Monday saw a decline in stocks as investors took a break following the major averages’ four-week winning run.
At 35,333.47, the Dow Jones Industrial Average dropped 56.68 points, or 0.16%. At 4,550, the S&P 500 fell by 0.20%.42. At 14,241.02, the Nasdaq Composite saw a 0.07% decline.
After a winning week for the fourth time in a row, Wall Street is celebrating as equities have risen since the 10-year Treasury yield fell back from the 5% level it briefly reached in late October. This month, the S&P 500 has gained 8.5%, the Dow has gained 6.9%, and the Nasdaq has increased by 10.8%.
Black Friday e-commerce spending increased 7.5% over the previous year, but several American retailers have warned that consumer spending is slowing down. Despite this, the rally went forward.
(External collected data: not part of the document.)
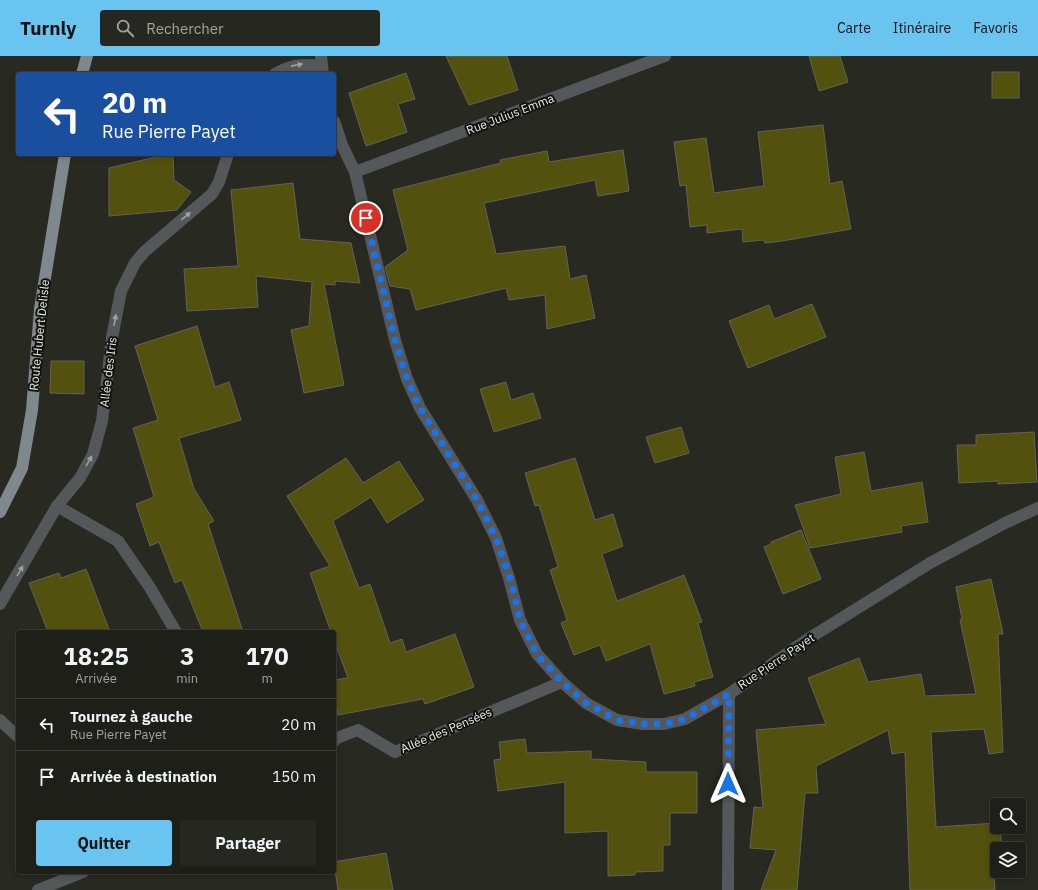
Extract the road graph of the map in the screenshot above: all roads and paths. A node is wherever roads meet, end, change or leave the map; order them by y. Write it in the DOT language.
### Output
graph roads {
  1 [pos="87,56"];
  2 [pos="665,56"];
  3 [pos="322,65"];
  4 [pos="83,72"];
  5 [pos="279,72"];
  6 [pos="336,127"];
  7 [pos="65,156"];
  8 [pos="227,156"];
  9 [pos="355,172"];
  10 [pos="57,506"];
  11 [pos="1038,508"];
  12 [pos="0,512"];
  13 [pos="0,604"];
  14 [pos="175,630"];
  15 [pos="562,682"];
  16 [pos="729,694"];
  17 [pos="0,720"];
  18 [pos="16,736"];
  19 [pos="336,739"];
  20 [pos="78,874"];
  21 [pos="38,890"];
  22 [pos="728,890"];
  1 -- 4 [label="main road"];
  2 -- 9 [label="street, Rue Julius Emma"];
  5 -- 3 [label="street, one-way"];
  6 -- 9 [label="street, Rue Pierre Payet"];
  7 -- 12 [label="main road, Route Hubert Delisle"];
  10 -- 8 [label="street, Allée des Iris, one-way"];
  9 -- 15 [label="street, Rue Pierre Payet"];
  13 -- 10 [label="street, Allée des Iris, one-way"];
  10 -- 14 [label="street"];
  11 -- 16 [label="street, Rue Pierre Payet"];
  15 -- 16 [label="street, Rue Pierre Payet"];
  15 -- 19 [label="street, Allée des Pensées"];
  16 -- 22 [label="street"];
  17 -- 18 [label="street"];
  20 -- 21 [label="street"];
}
Cyber Monday saw gains in a few e-commerce companies, including 0.7% and 4.9% gains for Amazon and Shopify, respectively. As customers hurried to use BNPL options for their Cyber Monday purchases, the “buy now, pay later” company Affirm surged by almost 12%.
Overall weak expenditure figures may ultimately be a sign that the economy is now beginning to feel the effects of the Federal Reserve’s rate increases.
Quincy Krosby, chief global strategist at LPL Financial, stated that a slowdown in consumer spending would likely serve as a stimulus for the market since it would provide the foundation for the rebound. “The robust foundation and high conviction that the Fed is done with its rate-hiking campaign and will start cutting rates in 2024 have helped this market.”
According to Krosby, the market has been in short-term overbought conditions for a number of sessions. He also stated that this week’s movements will be greatly influenced by the yield on the 10-year Treasury note, especially in light of this week’s Fed remarks and significant readings for inflation and consumer confidence.
The bond market continues to be the primary driver of stocks, according to Phillip Colmar, managing partner and global macro strategist at MRB Partners. He noted that although the economy is still “fairly resilient,” stocks are still a little overbought, which makes it more difficult to defend further rate cuts.
“I believe that the economy is still stable, and I believe that bonds are currently going through a lateral turning phase,” Colmar stated. The true question as we approach the new year is whether the 10-year Treasury bond begins to find a bottom and then perhaps even rises once more, which would relieve some of the pressure on the share market.